Wednesday, November 2, 2011

Maybe time liquified.

I recently finished a collection of Murakami's short stories called After the Quake.  Published in 1995, each story references the tragedy of the Kobe earthquake-- what was horrible then remains horrible in the compounded complexity that another quake brought 16 years later.

I read the stories in a quick sitting and then re-read.  I sat alone and thought.  I finished some work and read again.  I came away with the following: alienation and solitude never grow old; they wax and wane until we accept them as natural conditions.

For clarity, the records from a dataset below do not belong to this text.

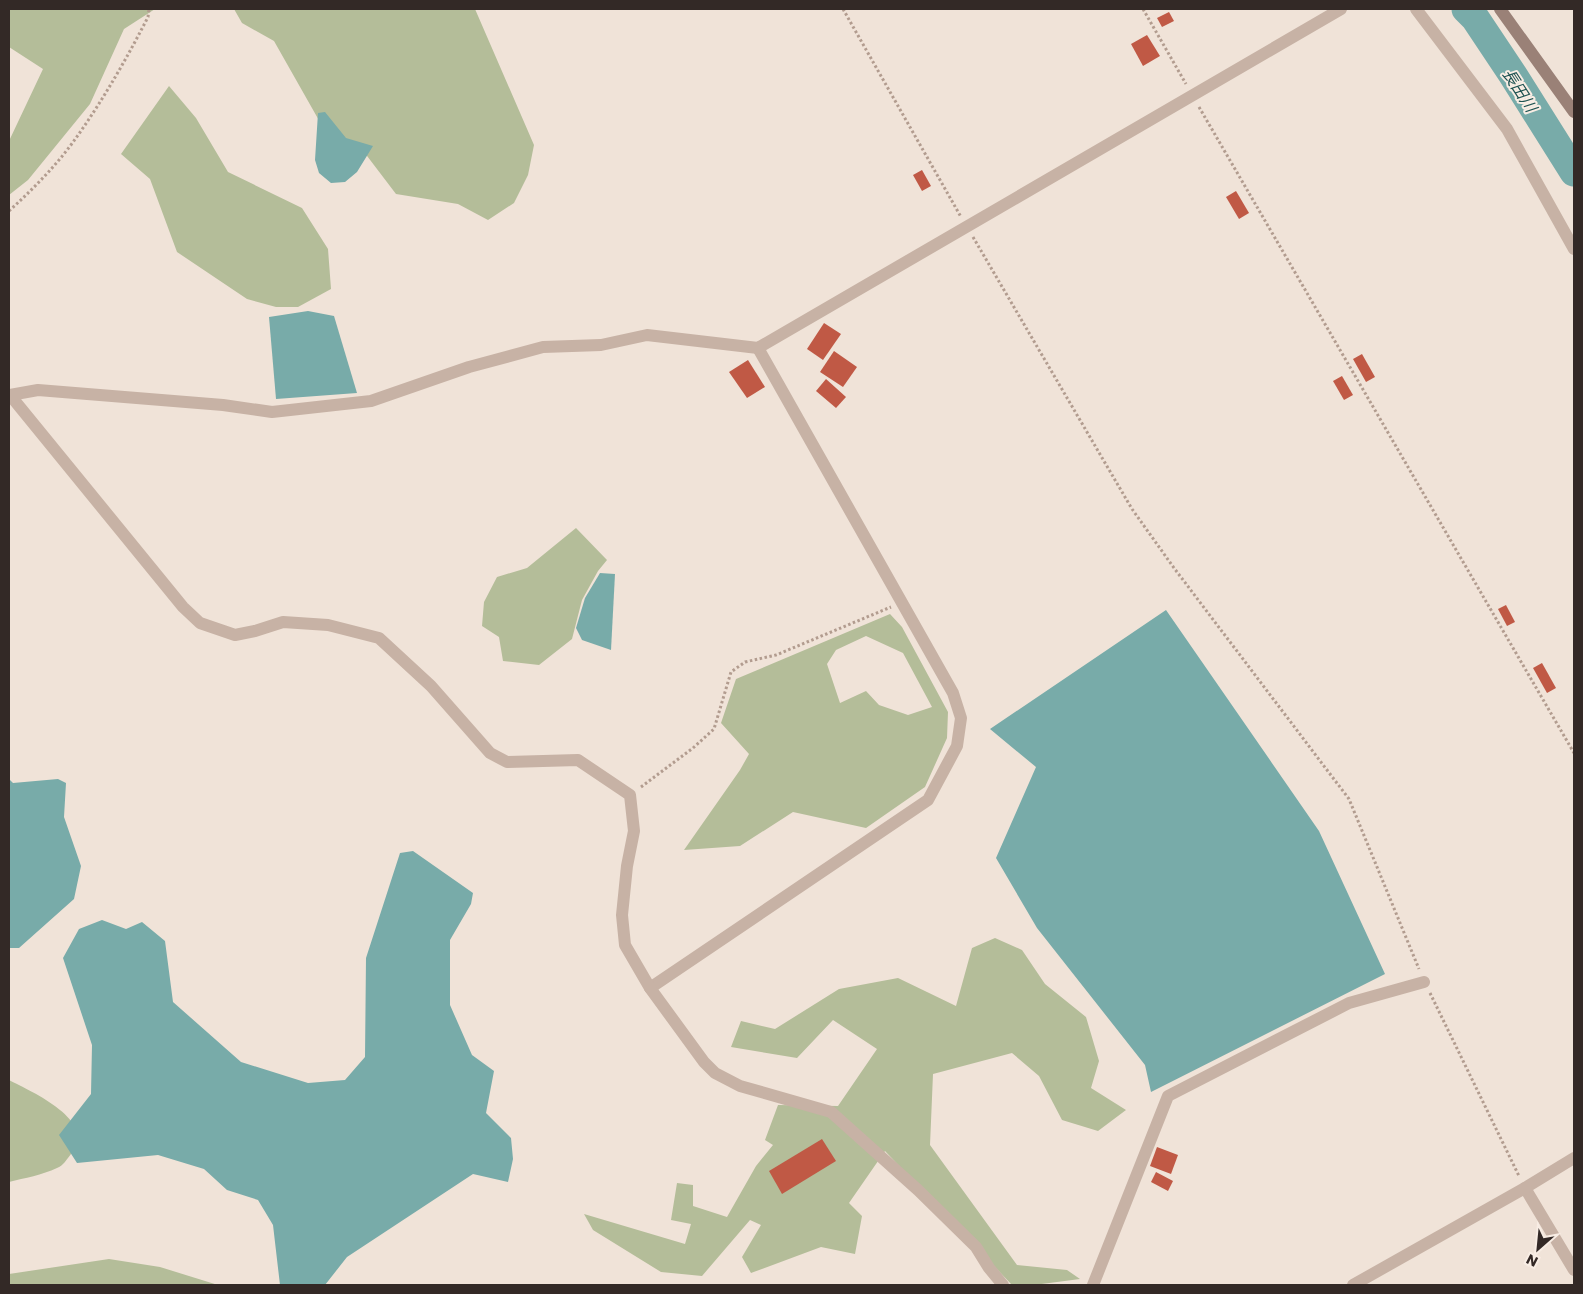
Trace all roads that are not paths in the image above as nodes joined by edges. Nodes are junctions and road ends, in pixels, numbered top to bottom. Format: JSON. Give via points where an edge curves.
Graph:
{"nodes":[{"id":1,"x":1341,"y":9,"type":"edge"},
{"id":2,"x":1416,"y":9,"type":"edge"},
{"id":3,"x":1500,"y":9,"type":"edge"},
{"id":4,"x":1574,"y":112,"type":"edge"},
{"id":5,"x":1574,"y":248,"type":"edge"},
{"id":6,"x":758,"y":348,"type":"junction"},
{"id":7,"x":1424,"y":982,"type":"road end"},
{"id":8,"x":650,"y":988,"type":"junction"},
{"id":9,"x":1574,"y":1158,"type":"edge"},
{"id":10,"x":1525,"y":1188,"type":"junction"},
{"id":11,"x":1574,"y":1270,"type":"edge"},
{"id":12,"x":1003,"y":1285,"type":"edge"},
{"id":13,"x":1093,"y":1285,"type":"edge"},
{"id":14,"x":1353,"y":1285,"type":"edge"}],
"edges":[{"from":1,"to":6,"type":"street"},
{"from":2,"to":5,"type":"street","via":[[1508,128]]},
{"from":3,"to":4,"type":"main road"},
{"from":6,"to":8,"type":"street","via":[[953,693],[961,718],[957,746],[928,800]]},
{"from":6,"to":8,"type":"street","via":[[648,335],[600,345],[543,347],[469,367],[371,401],[272,412],[38,390],[10,396],[183,607],[200,623],[235,635],[283,622],[328,625],[379,638],[431,686],[490,753],[507,762],[578,760],[630,795],[634,831],[622,915],[625,945]]},
{"from":7,"to":13,"type":"street","via":[[1349,1003],[1168,1096]]},
{"from":8,"to":12,"type":"street","via":[[715,1073],[740,1086],[831,1112],[976,1247]]},
{"from":9,"to":10,"type":"street"},
{"from":10,"to":11,"type":"street"},
{"from":10,"to":14,"type":"street"}]}
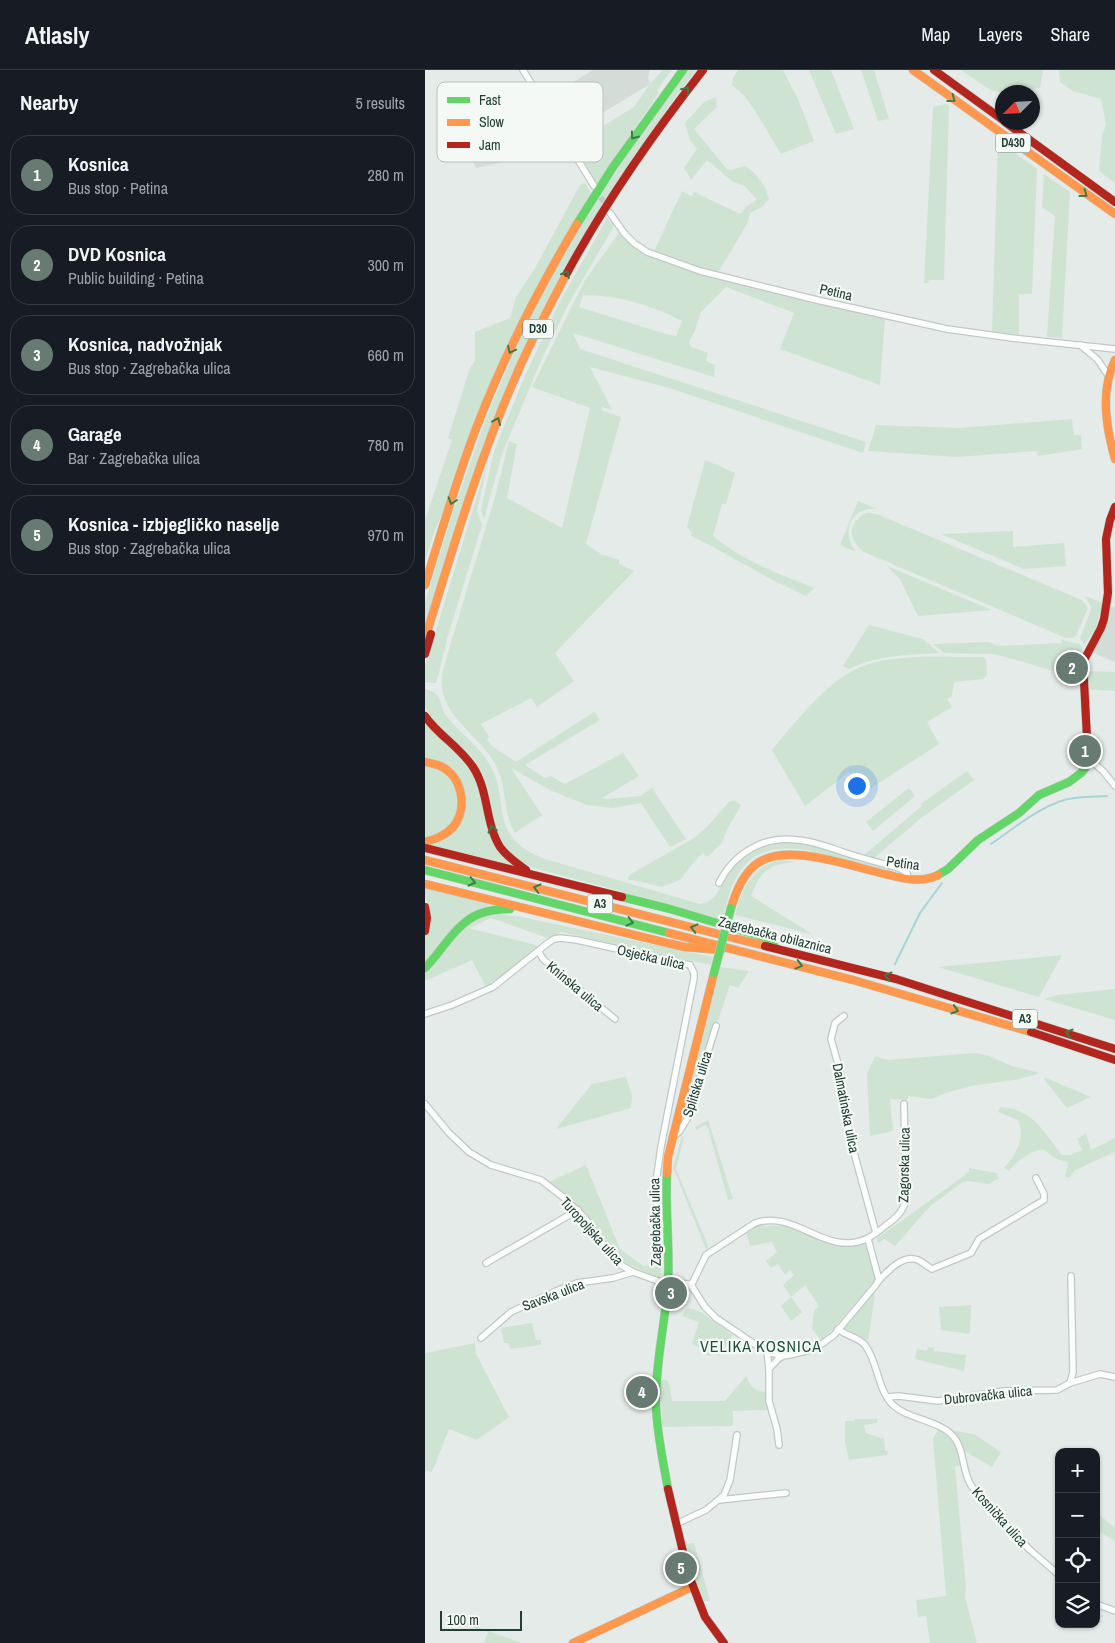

But maybe I'm saying that only because a box arrived for me in the middle of the afternoon.  Inside the box was every report card I received until I was 20.  News articles with my name in them.  Letters home inviting someone to an award ceremony.  Certificates.  A college entry essay and a booklet of poetry.  There were photos of friends doing things that shouldn't be photographed.  Photos of me with a drooping, rolled cigarette hanging on my lip.  Photos of my dad appearing sober or at least happy to see me.  All of this from another life that was long housed safely in a metal filing cabinet.  It would have been easier to control the girl described by all that paper if she'd been kept there too.  Now, I get the papers.

I finished a couple stories over the last couple weeks.  One is about family and the other about a movie star who lives next door.  Neither are experiential so don't worry.  I think now I'd like to work on something so all that paper finally gets to mean something.  Alternatively, I could put all that paper on the deck and watch the gales pick them up and take them away.

But I wouldn't do that.  That would be littering and my life really shouldn't be litter.